Lorsqu’il est question d’un régime de prestations de retraite, comme dans le cas qui nous occupe, l’examen des facteurs contextuels à la deuxième étape de l’analyse requise par le par. 15(1) porte en général sur l’objet de la disposition présentée comme discriminatoire, et se fait à la lumière du régime législatif complet. À qui le législateur voulait-il accorder un avantage et pourquoi? Pour trancher la question de savoir si la distinction perpétue un préjugé ou applique un stéréotype à un certain groupe, le tribunal tient compte du fait que de tels programmes sont conçus dans l’intérêt de divers groupes et doivent forcément établir des limites en fonction de certains facteurs comme l’âge. Le tribunal s’interrogera sur l’opportunité générale de telles limites, compte tenu de la situation des personnes touchées et des objets du régime. Point n’est besoin que le programme de prestations corresponde parfaitement à la situation et aux besoins véritables du groupe de demandeurs. Le tribunal pourra également prendre en considération l’affectation des ressources et les objectifs particuliers d’intérêt public visés par le législateurNote de bas de page 62.

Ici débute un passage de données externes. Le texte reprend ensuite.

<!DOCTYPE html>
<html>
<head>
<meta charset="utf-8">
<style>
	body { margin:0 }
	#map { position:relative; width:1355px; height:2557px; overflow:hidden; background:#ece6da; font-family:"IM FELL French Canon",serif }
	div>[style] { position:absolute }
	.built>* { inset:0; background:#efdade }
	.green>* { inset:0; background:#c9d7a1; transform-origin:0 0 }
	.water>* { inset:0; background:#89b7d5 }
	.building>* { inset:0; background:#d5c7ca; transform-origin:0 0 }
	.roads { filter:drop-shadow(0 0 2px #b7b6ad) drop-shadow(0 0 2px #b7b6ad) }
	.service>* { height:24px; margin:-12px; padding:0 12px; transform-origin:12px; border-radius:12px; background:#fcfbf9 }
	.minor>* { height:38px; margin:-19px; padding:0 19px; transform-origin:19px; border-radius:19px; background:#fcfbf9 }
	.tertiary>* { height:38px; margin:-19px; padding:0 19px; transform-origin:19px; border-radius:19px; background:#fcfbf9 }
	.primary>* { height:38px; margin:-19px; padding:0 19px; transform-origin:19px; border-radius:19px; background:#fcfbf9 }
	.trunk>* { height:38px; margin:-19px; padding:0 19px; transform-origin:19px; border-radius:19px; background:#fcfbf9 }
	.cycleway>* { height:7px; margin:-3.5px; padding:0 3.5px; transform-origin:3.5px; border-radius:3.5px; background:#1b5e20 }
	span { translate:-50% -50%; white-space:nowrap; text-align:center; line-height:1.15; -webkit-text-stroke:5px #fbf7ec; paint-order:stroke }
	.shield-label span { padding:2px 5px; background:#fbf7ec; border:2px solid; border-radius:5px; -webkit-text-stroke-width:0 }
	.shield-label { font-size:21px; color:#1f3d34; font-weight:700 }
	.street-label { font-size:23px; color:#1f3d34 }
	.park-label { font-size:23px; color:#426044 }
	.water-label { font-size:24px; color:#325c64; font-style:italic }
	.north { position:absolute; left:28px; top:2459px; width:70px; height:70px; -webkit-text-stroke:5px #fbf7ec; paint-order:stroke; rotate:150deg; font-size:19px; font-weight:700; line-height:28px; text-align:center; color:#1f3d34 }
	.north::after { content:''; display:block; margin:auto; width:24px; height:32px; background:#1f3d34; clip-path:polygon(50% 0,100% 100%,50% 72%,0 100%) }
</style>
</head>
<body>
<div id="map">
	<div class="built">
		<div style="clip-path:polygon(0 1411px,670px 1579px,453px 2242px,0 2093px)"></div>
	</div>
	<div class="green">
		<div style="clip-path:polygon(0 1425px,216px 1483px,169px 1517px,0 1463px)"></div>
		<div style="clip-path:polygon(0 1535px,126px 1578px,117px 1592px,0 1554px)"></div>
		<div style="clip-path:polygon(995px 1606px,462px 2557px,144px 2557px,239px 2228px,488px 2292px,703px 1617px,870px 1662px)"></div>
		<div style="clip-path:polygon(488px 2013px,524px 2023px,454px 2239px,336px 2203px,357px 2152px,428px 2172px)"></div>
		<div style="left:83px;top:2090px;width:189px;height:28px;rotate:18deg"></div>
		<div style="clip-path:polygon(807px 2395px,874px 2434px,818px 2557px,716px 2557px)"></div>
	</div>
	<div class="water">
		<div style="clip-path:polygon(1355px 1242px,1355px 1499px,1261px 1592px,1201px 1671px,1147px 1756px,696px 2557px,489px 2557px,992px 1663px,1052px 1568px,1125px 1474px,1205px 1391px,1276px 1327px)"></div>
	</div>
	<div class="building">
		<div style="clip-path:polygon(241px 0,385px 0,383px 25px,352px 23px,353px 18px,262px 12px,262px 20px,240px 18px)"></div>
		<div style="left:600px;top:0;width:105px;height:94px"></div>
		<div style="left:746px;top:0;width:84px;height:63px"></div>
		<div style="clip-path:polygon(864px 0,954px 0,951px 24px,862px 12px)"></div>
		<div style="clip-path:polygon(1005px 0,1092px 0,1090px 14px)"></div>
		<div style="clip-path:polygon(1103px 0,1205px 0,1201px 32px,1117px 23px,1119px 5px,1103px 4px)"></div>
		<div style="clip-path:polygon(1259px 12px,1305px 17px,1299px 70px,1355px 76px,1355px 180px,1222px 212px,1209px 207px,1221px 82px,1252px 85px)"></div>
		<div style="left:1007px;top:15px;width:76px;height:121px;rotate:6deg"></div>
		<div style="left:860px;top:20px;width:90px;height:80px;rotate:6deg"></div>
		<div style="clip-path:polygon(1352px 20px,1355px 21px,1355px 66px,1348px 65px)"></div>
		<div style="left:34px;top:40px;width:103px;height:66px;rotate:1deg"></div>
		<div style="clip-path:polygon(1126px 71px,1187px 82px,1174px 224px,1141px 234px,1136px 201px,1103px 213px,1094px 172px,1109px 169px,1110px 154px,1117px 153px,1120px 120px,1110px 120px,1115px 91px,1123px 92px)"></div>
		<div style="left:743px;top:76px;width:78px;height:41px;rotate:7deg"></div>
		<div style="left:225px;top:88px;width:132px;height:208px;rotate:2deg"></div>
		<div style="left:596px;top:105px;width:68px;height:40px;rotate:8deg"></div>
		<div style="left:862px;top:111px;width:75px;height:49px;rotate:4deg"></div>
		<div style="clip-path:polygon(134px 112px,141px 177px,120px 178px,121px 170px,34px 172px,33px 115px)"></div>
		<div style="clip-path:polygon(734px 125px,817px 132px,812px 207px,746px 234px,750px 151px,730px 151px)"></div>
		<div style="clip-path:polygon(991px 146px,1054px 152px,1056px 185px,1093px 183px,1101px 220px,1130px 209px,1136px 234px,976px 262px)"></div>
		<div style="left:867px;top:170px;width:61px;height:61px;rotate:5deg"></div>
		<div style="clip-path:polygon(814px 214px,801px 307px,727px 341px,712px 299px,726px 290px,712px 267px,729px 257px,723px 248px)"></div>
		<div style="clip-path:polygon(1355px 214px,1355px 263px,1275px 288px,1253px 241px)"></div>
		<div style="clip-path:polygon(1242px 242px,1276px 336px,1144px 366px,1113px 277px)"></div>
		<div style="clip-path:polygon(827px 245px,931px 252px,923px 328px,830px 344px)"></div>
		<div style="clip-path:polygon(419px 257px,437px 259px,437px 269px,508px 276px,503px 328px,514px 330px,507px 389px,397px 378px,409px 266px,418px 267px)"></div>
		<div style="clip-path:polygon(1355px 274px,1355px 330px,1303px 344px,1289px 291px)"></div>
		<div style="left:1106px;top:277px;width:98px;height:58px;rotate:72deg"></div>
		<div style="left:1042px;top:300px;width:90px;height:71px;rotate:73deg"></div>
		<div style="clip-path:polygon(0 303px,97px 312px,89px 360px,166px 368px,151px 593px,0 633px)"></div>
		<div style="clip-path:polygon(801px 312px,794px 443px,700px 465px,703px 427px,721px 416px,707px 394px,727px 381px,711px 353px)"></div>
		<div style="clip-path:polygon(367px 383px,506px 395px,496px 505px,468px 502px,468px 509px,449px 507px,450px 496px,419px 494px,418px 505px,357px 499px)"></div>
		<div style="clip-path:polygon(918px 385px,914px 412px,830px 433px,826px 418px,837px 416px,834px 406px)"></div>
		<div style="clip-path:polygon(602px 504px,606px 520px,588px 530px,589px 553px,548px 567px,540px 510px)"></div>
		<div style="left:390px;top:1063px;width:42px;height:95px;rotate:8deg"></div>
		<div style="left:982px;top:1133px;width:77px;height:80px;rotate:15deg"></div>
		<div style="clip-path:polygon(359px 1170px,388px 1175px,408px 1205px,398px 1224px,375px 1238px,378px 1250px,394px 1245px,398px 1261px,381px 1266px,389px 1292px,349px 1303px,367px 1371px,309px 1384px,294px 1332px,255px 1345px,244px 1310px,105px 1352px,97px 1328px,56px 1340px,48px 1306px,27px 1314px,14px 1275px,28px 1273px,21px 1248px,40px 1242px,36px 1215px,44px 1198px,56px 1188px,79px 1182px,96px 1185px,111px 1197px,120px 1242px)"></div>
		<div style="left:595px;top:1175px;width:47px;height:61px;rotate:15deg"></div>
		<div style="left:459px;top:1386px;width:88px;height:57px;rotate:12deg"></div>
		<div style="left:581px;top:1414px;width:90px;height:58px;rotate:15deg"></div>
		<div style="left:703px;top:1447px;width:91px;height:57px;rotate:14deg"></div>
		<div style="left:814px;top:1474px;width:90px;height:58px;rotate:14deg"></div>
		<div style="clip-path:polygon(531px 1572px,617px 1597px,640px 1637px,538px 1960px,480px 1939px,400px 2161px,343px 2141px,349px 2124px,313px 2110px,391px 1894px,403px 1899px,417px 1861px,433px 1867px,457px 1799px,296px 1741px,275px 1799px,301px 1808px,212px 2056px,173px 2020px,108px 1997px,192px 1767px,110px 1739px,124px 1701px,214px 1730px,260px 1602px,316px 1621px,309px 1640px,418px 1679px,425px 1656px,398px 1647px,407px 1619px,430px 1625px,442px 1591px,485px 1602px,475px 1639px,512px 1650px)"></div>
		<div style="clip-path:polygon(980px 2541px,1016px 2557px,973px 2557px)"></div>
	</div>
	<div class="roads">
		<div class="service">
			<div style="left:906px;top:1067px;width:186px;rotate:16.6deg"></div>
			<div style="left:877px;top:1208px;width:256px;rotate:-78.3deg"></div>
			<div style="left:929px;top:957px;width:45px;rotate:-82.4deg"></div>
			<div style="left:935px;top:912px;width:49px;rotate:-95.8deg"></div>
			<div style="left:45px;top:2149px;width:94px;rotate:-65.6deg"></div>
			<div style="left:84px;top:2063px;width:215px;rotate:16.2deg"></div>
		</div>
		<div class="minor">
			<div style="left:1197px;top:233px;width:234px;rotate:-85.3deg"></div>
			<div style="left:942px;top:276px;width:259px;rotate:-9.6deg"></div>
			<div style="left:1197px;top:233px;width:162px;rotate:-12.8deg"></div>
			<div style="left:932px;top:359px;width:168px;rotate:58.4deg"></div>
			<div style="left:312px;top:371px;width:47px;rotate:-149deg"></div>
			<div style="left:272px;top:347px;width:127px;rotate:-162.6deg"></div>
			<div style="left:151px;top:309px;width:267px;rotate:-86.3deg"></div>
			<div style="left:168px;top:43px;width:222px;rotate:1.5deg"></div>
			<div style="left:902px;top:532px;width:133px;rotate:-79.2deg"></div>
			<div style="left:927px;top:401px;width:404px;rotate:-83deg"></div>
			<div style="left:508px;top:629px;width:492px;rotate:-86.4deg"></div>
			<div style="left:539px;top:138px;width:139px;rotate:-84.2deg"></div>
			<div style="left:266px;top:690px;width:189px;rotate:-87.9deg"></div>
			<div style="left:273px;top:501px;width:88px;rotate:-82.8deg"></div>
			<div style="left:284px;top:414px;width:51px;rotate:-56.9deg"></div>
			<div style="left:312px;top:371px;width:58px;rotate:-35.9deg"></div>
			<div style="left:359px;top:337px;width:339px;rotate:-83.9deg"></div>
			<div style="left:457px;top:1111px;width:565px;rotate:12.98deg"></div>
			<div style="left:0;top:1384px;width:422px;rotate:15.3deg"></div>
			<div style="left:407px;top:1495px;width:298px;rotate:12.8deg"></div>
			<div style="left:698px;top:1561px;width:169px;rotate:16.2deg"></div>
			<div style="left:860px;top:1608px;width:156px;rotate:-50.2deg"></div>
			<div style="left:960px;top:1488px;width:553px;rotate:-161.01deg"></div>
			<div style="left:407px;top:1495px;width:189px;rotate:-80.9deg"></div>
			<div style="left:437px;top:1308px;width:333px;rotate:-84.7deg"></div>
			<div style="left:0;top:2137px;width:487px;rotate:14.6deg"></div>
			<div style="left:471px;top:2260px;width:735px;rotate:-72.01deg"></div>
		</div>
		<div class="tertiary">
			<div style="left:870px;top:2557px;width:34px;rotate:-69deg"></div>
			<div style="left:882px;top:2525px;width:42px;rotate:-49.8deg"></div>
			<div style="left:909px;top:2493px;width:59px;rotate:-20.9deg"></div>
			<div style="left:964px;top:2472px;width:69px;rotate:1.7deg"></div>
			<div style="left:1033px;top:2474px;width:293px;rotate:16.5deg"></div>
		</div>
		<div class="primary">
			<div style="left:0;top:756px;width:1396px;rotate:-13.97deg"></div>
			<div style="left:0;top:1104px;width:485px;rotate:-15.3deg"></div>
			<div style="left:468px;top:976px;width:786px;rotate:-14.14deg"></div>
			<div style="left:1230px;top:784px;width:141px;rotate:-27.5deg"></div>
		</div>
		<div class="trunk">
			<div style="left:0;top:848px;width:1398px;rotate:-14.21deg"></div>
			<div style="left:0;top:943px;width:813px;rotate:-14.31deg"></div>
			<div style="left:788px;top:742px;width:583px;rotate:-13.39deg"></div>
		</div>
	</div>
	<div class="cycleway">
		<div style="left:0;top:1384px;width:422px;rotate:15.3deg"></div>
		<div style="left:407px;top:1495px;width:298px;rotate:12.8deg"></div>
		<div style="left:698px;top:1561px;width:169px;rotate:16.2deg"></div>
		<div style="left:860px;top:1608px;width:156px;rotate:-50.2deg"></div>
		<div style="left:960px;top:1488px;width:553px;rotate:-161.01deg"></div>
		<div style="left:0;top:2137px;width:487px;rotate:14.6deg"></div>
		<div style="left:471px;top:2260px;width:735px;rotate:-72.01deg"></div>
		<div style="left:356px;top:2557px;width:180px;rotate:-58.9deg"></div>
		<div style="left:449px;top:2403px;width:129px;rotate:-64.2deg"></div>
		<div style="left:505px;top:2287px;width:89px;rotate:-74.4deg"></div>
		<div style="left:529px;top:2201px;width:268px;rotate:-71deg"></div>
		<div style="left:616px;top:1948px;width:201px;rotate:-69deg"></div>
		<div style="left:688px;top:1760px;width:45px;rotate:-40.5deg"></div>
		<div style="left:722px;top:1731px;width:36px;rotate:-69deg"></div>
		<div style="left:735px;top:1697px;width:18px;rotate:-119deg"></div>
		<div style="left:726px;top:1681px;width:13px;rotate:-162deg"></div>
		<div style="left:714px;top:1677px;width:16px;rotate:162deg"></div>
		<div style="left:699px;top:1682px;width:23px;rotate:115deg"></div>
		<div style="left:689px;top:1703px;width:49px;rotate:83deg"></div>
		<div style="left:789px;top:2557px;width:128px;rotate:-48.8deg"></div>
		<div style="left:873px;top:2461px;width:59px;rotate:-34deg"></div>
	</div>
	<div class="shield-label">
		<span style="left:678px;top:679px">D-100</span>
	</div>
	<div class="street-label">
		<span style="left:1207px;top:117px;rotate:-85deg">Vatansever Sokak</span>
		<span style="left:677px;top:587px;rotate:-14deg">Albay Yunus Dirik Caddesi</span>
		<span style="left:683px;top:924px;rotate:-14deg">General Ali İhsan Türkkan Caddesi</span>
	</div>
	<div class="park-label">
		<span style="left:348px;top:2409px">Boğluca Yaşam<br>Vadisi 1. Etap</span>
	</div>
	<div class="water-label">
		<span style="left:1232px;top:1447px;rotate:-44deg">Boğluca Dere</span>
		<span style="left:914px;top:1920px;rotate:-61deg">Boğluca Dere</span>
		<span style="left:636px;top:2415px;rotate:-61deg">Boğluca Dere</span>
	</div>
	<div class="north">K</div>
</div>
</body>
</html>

[138] Lorsque les dispositions sont examinées dans leur contexte, elles correspondent aux besoins et à la situation des parties prestataires en assurant l’accès aux prestations pour les femmes dans les circonstances sans précédent que présente la pandémie de COVID-19, qu’il s’agisse de prestations régulières ou de prestations spéciales. Le gouvernement a instauré une série de mesures temporaires qui ont permis à un plus grand nombre de femmes :

  • d’être admissibles à des prestations;
  • de recevoir des prestations pendant une plus longue période;
  • d’être payées à un taux plus élevé.

[139] Le fait que le crédit d’heures unique ait été conçu pour s’appliquer de façon automatique lors de la première demande de prestations a profité de façon disproportionnée aux femmes. Cela n’a pas aidé les femmes qui ont reçu 50 semaines de prestations régulières à présenter une deuxième demande de prestations de maternité et parentales, ce qui n’était toutefois pas discriminatoire. L’application de la disposition était conforme à celle de la Loi sur l’assurance-emploi avant et après la pandémie. Les parties prestataires qui souhaitent établir une deuxième période de prestations, alors qu’elles en reçoivent déjà au titre d’une première demande ou après avoir reçu ces prestations, doivent avoir accumulé assez d’heures d’emploi assurable.

[140] Nous concluons que la division générale a commis une erreur de droit au volet 2 de son analyse en ne tenant pas compte de la disposition en question dans le contexte législatif plus large. Dans ce contexte, l’article 153.17 n’impose pas un fardeau ou ne nie pas un avantage d’une manière qui a pour effet de renforcer, de perpétuer ou d’accentuer le désavantage.

[141] Ayant conclu que l’article 153.17 respecte l’article 15 de la Charte, nous n’avons pas à examiner les arguments des parties concernant l’article 1 et la réparation.

Nous allons rendre la décision que la division générale aurait dû rendre

[142] Les parties conviennent que la réparation appropriée dans cette affaire est de rendre la décision. Nous sommes d’accordNote de bas de page 63.

[143] Pour les motifs exposés ci-dessus, nous concluons que l’article 153.17 est constitutionnel. La disposition ne crée pas de distinction fondée sur un motif énuméré ou analogue, à première vue ou de par son effet. La disposition ne nie pas non plus un avantage ni n’impose un fardeau aux femmes d’une manière qui a pour effet de renforcer, de perpétuer ou d’accentuer leur désavantage.

Conclusion

[144] L’appel est accueilli. La prestataire ne peut bénéficier du crédit d’heures prévu à l’article 153.17 de la Loi sur l’assurance-emploi. Par conséquent, elle est inadmissible au bénéfice des prestations de maternité et des prestations parentales.